(Records to use Opens)

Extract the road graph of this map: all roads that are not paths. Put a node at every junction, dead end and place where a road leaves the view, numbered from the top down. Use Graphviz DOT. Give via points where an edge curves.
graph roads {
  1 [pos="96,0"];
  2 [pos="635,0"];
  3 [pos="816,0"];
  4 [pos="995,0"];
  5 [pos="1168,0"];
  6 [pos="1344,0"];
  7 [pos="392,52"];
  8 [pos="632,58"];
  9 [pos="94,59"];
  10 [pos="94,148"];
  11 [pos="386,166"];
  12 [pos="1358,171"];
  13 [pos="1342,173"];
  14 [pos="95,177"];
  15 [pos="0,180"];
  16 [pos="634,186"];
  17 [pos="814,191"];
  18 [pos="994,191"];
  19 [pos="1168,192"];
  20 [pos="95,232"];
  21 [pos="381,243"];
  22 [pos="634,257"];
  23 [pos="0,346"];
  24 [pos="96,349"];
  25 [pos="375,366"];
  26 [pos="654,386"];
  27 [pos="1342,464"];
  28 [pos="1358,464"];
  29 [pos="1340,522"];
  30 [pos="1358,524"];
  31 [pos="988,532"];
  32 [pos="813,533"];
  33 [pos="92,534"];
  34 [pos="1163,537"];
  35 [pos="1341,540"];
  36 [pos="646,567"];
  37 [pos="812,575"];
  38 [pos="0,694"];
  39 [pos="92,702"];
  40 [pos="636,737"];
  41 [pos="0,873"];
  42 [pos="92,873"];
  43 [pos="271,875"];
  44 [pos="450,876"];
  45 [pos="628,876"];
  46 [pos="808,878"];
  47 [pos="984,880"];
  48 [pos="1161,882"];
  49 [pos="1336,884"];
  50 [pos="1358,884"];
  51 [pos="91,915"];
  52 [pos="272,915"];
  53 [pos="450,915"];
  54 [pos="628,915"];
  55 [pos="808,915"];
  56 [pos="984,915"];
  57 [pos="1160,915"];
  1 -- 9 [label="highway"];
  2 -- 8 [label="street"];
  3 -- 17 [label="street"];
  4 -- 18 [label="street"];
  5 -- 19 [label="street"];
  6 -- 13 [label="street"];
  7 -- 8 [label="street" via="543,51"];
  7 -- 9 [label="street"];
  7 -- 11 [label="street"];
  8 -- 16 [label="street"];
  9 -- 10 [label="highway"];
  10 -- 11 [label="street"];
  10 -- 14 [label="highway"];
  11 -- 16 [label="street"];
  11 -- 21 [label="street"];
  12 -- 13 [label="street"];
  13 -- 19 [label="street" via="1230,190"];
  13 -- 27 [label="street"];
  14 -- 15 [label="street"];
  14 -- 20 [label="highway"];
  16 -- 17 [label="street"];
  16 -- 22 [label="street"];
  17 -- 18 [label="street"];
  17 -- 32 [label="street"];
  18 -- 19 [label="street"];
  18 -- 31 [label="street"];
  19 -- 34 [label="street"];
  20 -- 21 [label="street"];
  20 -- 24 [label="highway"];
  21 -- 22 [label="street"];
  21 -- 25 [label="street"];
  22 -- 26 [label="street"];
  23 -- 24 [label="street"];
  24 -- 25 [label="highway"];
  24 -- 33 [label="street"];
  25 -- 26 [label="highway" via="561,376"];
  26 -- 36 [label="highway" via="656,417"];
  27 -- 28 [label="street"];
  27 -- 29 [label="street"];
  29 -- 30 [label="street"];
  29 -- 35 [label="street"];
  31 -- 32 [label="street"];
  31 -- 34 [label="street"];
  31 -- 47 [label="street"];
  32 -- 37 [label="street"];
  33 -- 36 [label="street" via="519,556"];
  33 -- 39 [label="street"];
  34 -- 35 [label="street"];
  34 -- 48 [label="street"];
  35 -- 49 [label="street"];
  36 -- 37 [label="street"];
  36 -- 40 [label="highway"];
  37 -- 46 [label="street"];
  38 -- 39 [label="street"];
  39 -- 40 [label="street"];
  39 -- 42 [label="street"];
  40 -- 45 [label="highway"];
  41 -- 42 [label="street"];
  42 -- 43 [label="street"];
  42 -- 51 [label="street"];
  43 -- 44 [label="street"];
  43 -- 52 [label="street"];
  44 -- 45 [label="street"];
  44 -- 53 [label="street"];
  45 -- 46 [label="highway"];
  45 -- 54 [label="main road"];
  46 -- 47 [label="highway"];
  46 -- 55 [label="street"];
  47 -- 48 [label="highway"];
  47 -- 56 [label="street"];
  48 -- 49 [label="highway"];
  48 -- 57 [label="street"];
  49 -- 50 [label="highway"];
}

(Records to use Closes)

Line by line, restate the data exactly.

## [Solution to the problem]
Extract the road graph of this map: all roads that are not paths. Put a node at every junction, dead end and place where a road leaves the view, numbered from the top down. Use Graphviz DOT. Give via points where an edge curves.
graph roads {
  1 [pos="96,0"];
  2 [pos="635,0"];
  3 [pos="816,0"];
  4 [pos="995,0"];
  5 [pos="1168,0"];
  6 [pos="1344,0"];
  7 [pos="392,52"];
  8 [pos="632,58"];
  9 [pos="94,59"];
  10 [pos="94,148"];
  11 [pos="386,166"];
  12 [pos="1358,171"];
  13 [pos="1342,173"];
  14 [pos="95,177"];
  15 [pos="0,180"];
  16 [pos="634,186"];
  17 [pos="814,191"];
  18 [pos="994,191"];
  19 [pos="1168,192"];
  20 [pos="95,232"];
  21 [pos="381,243"];
  22 [pos="634,257"];
  23 [pos="0,346"];
  24 [pos="96,349"];
  25 [pos="375,366"];
  26 [pos="654,386"];
  27 [pos="1342,464"];
  28 [pos="1358,464"];
  29 [pos="1340,522"];
  30 [pos="1358,524"];
  31 [pos="988,532"];
  32 [pos="813,533"];
  33 [pos="92,534"];
  34 [pos="1163,537"];
  35 [pos="1341,540"];
  36 [pos="646,567"];
  37 [pos="812,575"];
  38 [pos="0,694"];
  39 [pos="92,702"];
  40 [pos="636,737"];
  41 [pos="0,873"];
  42 [pos="92,873"];
  43 [pos="271,875"];
  44 [pos="450,876"];
  45 [pos="628,876"];
  46 [pos="808,878"];
  47 [pos="984,880"];
  48 [pos="1161,882"];
  49 [pos="1336,884"];
  50 [pos="1358,884"];
  51 [pos="91,915"];
  52 [pos="272,915"];
  53 [pos="450,915"];
  54 [pos="628,915"];
  55 [pos="808,915"];
  56 [pos="984,915"];
  57 [pos="1160,915"];
  1 -- 9 [label="highway"];
  2 -- 8 [label="street"];
  3 -- 17 [label="street"];
  4 -- 18 [label="street"];
  5 -- 19 [label="street"];
  6 -- 13 [label="street"];
  7 -- 8 [label="street" via="543,51"];
  7 -- 9 [label="street"];
  7 -- 11 [label="street"];
  8 -- 16 [label="street"];
  9 -- 10 [label="highway"];
  10 -- 11 [label="street"];
  10 -- 14 [label="highway"];
  11 -- 16 [label="street"];
  11 -- 21 [label="street"];
  12 -- 13 [label="street"];
  13 -- 19 [label="street" via="1230,190"];
  13 -- 27 [label="street"];
  14 -- 15 [label="street"];
  14 -- 20 [label="highway"];
  16 -- 17 [label="street"];
  16 -- 22 [label="street"];
  17 -- 18 [label="street"];
  17 -- 32 [label="street"];
  18 -- 19 [label="street"];
  18 -- 31 [label="street"];
  19 -- 34 [label="street"];
  20 -- 21 [label="street"];
  20 -- 24 [label="highway"];
  21 -- 22 [label="street"];
  21 -- 25 [label="street"];
  22 -- 26 [label="street"];
  23 -- 24 [label="street"];
  24 -- 25 [label="highway"];
  24 -- 33 [label="street"];
  25 -- 26 [label="highway" via="561,376"];
  26 -- 36 [label="highway" via="656,417"];
  27 -- 28 [label="street"];
  27 -- 29 [label="street"];
  29 -- 30 [label="street"];
  29 -- 35 [label="street"];
  31 -- 32 [label="street"];
  31 -- 34 [label="street"];
  31 -- 47 [label="street"];
  32 -- 37 [label="street"];
  33 -- 36 [label="street" via="519,556"];
  33 -- 39 [label="street"];
  34 -- 35 [label="street"];
  34 -- 48 [label="street"];
  35 -- 49 [label="street"];
  36 -- 37 [label="street"];
  36 -- 40 [label="highway"];
  37 -- 46 [label="street"];
  38 -- 39 [label="street"];
  39 -- 40 [label="street"];
  39 -- 42 [label="street"];
  40 -- 45 [label="highway"];
  41 -- 42 [label="street"];
  42 -- 43 [label="street"];
  42 -- 51 [label="street"];
  43 -- 44 [label="street"];
  43 -- 52 [label="street"];
  44 -- 45 [label="street"];
  44 -- 53 [label="street"];
  45 -- 46 [label="highway"];
  45 -- 54 [label="main road"];
  46 -- 47 [label="highway"];
  46 -- 55 [label="street"];
  47 -- 48 [label="highway"];
  47 -- 56 [label="street"];
  48 -- 49 [label="highway"];
  48 -- 57 [label="street"];
  49 -- 50 [label="highway"];
}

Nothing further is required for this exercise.